# ABOUT THIS TASK:
Down to the last character, write out the records below.

# RECORDS FOR THE TASK:
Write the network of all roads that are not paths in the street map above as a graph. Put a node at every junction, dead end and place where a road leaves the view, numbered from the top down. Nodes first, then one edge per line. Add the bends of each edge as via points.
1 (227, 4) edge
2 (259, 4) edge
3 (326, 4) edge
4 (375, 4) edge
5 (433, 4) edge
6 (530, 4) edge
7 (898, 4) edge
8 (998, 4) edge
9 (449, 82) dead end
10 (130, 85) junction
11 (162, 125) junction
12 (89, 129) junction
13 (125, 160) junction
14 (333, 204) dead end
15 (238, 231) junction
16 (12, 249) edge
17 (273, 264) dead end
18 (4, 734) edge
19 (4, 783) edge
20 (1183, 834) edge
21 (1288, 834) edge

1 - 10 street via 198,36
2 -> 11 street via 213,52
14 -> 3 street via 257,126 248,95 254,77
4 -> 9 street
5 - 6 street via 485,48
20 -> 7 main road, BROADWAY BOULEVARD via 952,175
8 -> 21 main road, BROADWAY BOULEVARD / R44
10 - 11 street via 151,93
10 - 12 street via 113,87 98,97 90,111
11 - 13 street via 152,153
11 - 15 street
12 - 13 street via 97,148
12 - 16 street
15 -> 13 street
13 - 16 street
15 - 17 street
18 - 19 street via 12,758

# SOLUTION TO THE EXERCISE:
Write the network of all roads that are not paths in the street map above as a graph. Put a node at every junction, dead end and place where a road leaves the view, numbered from the top down. Nodes first, then one edge per line. Add the bends of each edge as via points.
1 (227, 4) edge
2 (259, 4) edge
3 (326, 4) edge
4 (375, 4) edge
5 (433, 4) edge
6 (530, 4) edge
7 (898, 4) edge
8 (998, 4) edge
9 (449, 82) dead end
10 (130, 85) junction
11 (162, 125) junction
12 (89, 129) junction
13 (125, 160) junction
14 (333, 204) dead end
15 (238, 231) junction
16 (12, 249) edge
17 (273, 264) dead end
18 (4, 734) edge
19 (4, 783) edge
20 (1183, 834) edge
21 (1288, 834) edge

1 - 10 street via 198,36
2 -> 11 street via 213,52
14 -> 3 street via 257,126 248,95 254,77
4 -> 9 street
5 - 6 street via 485,48
20 -> 7 main road, BROADWAY BOULEVARD via 952,175
8 -> 21 main road, BROADWAY BOULEVARD / R44
10 - 11 street via 151,93
10 - 12 street via 113,87 98,97 90,111
11 - 13 street via 152,153
11 - 15 street
12 - 13 street via 97,148
12 - 16 street
15 -> 13 street
13 - 16 street
15 - 17 street
18 - 19 street via 12,758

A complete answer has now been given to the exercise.